From the NS archive: Maxwell’s Fleet Street foray

25 October 1968: The problem with a Labour newspaper.

By Magnus Turnstile

In 1968, Robert Maxwell was both Labour MP for Buckingham and head of a successful publishing concern, Pergamon Press. It became clear that he was looking to expand his business and had his eye on the mass-market newspaper the News of the World. Although Maxwell’s attempt to buy the paper foundered (it was acquired by Rupert Murdoch) he did not give up on the idea of proprietorship and would acquire the Mirror Group Newspapers in 1984. In this piece, Magnus Turnstile examined Maxwell’s motives for making a move on the salacious NoW and wondered how it fitted with Maxwell’s aim of buying a socialist paper. That a Labour newspaper was needed to correct the wider press bias and push the party’s message was not, Turnstile said, in doubt, but what was blocking the path was Labour itself.
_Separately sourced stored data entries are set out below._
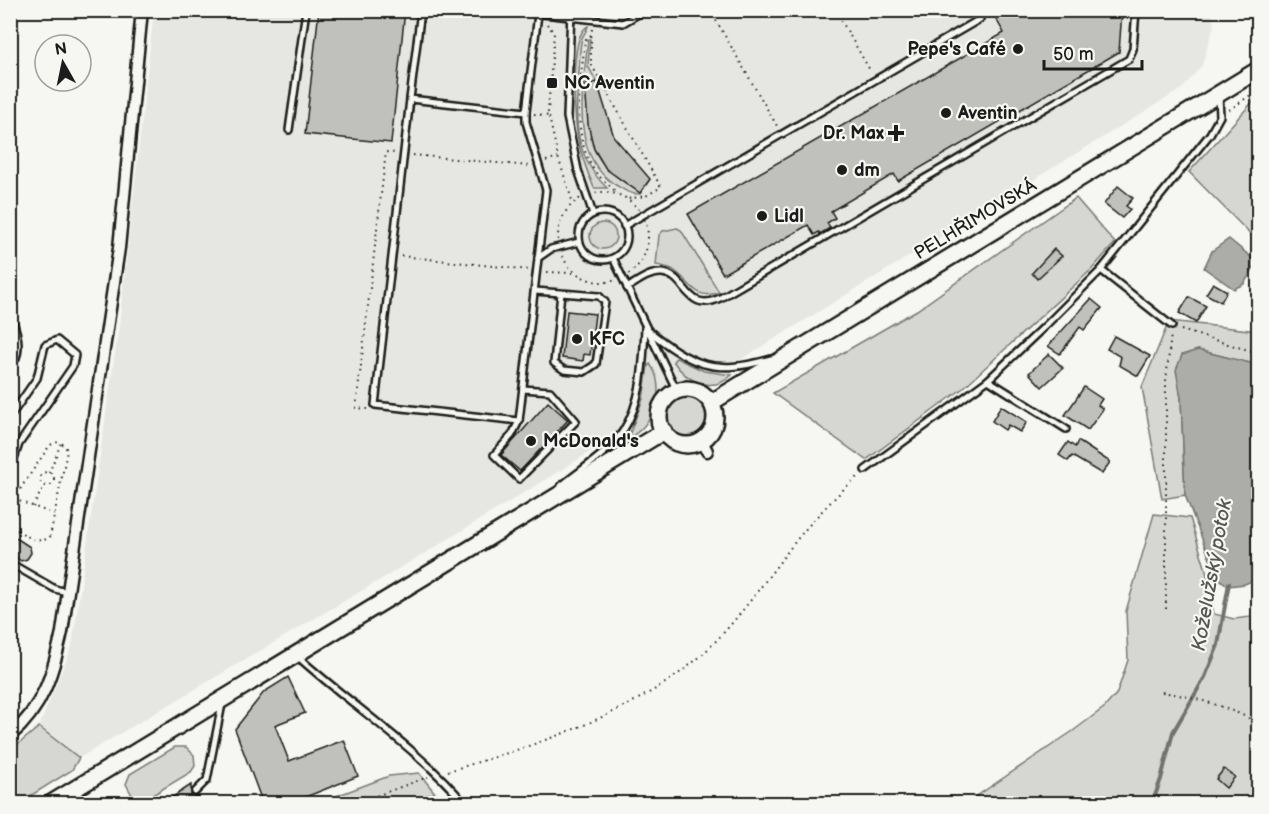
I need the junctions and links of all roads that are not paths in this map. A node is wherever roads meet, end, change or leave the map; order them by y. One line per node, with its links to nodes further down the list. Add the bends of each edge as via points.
1 (142, 10): 41 (street, via 119,248)
2 (306, 10): 14 (lane)
3 (421, 10): 12 (lane)
4 (508, 10): 8 (lane)
5 (645, 10): 9 (lane, via 623,23)
6 (975, 10): 16 (lane, via 980,19)
7 (1136, 10): 21 (lane, via 1129,59 722,297 699,301 690,297 672,276 661,273 649,275)
8 (538, 14): 9 (lane); 13 (lane)
9 (571, 14): 15 (lane, via 567,117 572,149)
10 (1258, 70): 11 (main road, PELHŘIMOVSKÁ)
11 (1219, 93): 20 (lane, via 1220,116 1210,134); 27 (main road, PELHŘIMOVSKÁ)
12 (410, 99): 13 (lane); 34 (lane, via 375,405)
13 (526, 112): 18 (lane, via 546,190)
14 (289, 130)
15 (593, 214): 16 (lane, via 611,214); 17 (lane, via 581,226)
16 (624, 226): 19 (lane, via 624,248)
17 (579, 242): 18 (lane); 19 (lane, via 592,258)
18 (538, 258): 22 (lane)
19 (613, 258): 21 (lane)
20 (1101, 270): 25 (lane); 29 (lane)
21 (627, 288): 26 (lane)
22 (534, 291): 23 (lane); 30 (lane)
23 (561, 293): 23 (lane, via 554,363 564,370 584,372 596,364 605,302 599,296)
24 (10, 314): 28 (lane, via 18,336 15,363)
25 (1172, 326)
26 (645, 328): 27 (lane, via 679,353 712,366 744,367); 31 (lane); 39 (lane, via 641,384 623,432)
27 (793, 352): 32 (main road, PELHŘIMOVSKÁ)
28 (10, 368)
29 (988, 380): 35 (lane); 37 (lane)
30 (523, 389): 34 (lane); 34 (lane, via 550,391 576,421 519,479 494,454)
31 (677, 391): 32 (main road, via 693,389); 36 (main road, via 661,408 660,424)
32 (712, 402): 36 (main road, via 715,423 704,446 681,444)
33 (10, 417): 38 (lane, via 37,378 45,345 57,340 70,349 75,355 73,366 19,444)
34 (519, 421)
35 (1066, 429)
36 (664, 431): 39 (main road)
37 (865, 470)
38 (10, 471)
39 (524, 516): 42 (main road)
40 (10, 563): 41 (lane)
41 (67, 592): 44 (street, via 62,632 47,688 35,710)
42 (296, 655): 43 (main road); 48 (lane, via 438,774)
43 (223, 700): 45 (lane, via 207,780); 46 (main road)
44 (10, 736)
45 (195, 792)
46 (55, 800): 47 (lane)
47 (105, 804)
48 (465, 804)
As someone who knows what it is like to be taken over body and soul along with the title and plant (appropriately, when it happened I was in a part of Africa where the slave traders once flourished), I have every professional sympathy with the editor of the News of the World, Stafford Somerfield, and his staff on being caught up in Robert Maxwell’s empire-building raid into darkest Fleet Street. But my sympathy evaporated when I read his message on Sunday to his readers: he seemed to me to be appealing as much to their xenophobic emotions as to their loyalty in his explanation why “it would not be a good thing for Mr Maxwell, formerly Jan Ludwig Hoch, to gain control of this newspaper. . . as British as roast beef and Yorkshire pudding”. 
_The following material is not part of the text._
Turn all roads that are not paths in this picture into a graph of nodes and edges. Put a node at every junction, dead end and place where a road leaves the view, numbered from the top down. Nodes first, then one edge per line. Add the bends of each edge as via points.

Mr Somerfield, perhaps understandably, omitted the main dish on his right-wing “family” newspaper’s limited menu – crumpet. (Inside were two pages of Miss Diana Dors’s revelations about “Men and Me”, two attempted rape cases, an “outrageous club for Peeping Toms”, a double-spread on cut price pornography, “TV will show candid nudes”, and “The Cookhouse Casanova”.) Why has Maxwell, zealous defender of public morals and persistent campaigner for a socialist daily, declared that he will not change the NoW’s policy? In his ever-so-slightly over-elegant Georgian headquarters in Fitzroy Square he counters: “Would you interfere with a successful formula?” It takes a thrustful optimist of Maxwell’s calibre to call the NoW’s fading appeal “successful”. The paper has been sliding slowly down the circulation hill since 1951 (from 8.5 million to 6,191,000, compared with the rival People’s rise from five million to 5.5 million).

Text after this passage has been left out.